Rehan ha visto ragazzi con le gambe spezzate, adolescenti marchiati per estorcere soldi alle famiglie. «Se ti sparano, ti buttano via, nessuno chiede nulla».

In Turchia è stato imprigionato per tre giorni in una stanza buia, poi costretto a lavorare 15 ore al giorno. Per sopravvivere, nei Balcani, ha bevuto acqua stagnante e digiunato per giorni.
Dopo Grecia e Bosnia ha ripetutamente tentato di varcare il confine con la Croazia ma è stato più volte respinto dalla polizia. Poi, finalmente, l’approdo in Italia e l’arrivo nella nostra città, dove è rimasto a vivere. «Non consiglierei a nessuno, nemmeno a un nemico, di fare questo viaggio» dice.

Proprio da quell’esperienza estrema è nata la sua nuova identità: quella di un giovane che usa la musica per trasformare il dolore in messaggio. Inizialmente, in particolare durante la pandemia, ha iniziato a scrivere canzoni nel suo dialetto, il punjabi. Pian piano ha preso dimestichezza con l’Italiano, lingua che ormai parla fluentemente ma che sta ancora studiando. La hit che lo sta rendendo famoso “Made in Italia – Il mio sangue è punjabi” è nata in pochi minuti dopo avere visto una ragazza alla fermata dell’autobus. La giovane resta ancora sconosciuta, ma intanto il brano di strada ne ha fatta parecchio ed è letteralmente esploso sui social all’inizio di quest’anno. Così hanno incominciato a riconoscerlo per strada ed in un’occasione è anche intervenuta la polizia per tenere sotto controllo la folla di ragazzini che si era radunata.

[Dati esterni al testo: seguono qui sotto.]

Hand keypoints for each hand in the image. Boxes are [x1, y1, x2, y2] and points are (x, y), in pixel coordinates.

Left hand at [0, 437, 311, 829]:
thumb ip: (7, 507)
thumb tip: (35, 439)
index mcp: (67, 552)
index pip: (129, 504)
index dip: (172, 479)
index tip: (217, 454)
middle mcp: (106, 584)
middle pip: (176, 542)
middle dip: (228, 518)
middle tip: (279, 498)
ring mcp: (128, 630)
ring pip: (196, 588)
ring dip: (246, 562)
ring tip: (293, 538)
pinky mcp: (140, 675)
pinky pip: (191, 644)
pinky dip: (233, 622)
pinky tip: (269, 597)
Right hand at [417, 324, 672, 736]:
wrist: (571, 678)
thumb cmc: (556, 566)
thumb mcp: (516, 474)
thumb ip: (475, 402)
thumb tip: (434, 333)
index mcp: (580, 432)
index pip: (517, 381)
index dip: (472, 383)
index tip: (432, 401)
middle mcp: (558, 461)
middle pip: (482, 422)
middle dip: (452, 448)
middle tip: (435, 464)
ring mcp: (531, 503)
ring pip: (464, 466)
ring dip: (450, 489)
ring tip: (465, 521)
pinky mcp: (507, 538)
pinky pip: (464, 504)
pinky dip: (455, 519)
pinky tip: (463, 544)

Recentemente è stato ospite a Radio 105 con Jake la Furia, giudice di X Factor, ed ha riproposto live la sua canzone.
Di fede musulmana ha anche scritto un pezzo intitolato “La Palestina sta bruciando” dedicato al conflitto mediorientale. Oltre a Made in Italia ha scritto altri brani fra cui “Ultima Rosa” e “Il mio nome Brillerà” (che è forse la preferita), senza riuscire per ora a replicare il successo che gli ha portato il ritornello “Il mio sangue è punjabi”. Il primo brano invece lo aveva scritto in Bosnia e si intitolava “Made in Pakistan”.
Sull’onda del successo si dedica completamente alla musica e spera di poter incontrare un produttore, un team con cui costruire un percorso professionale, insomma qualcuno che creda in lui.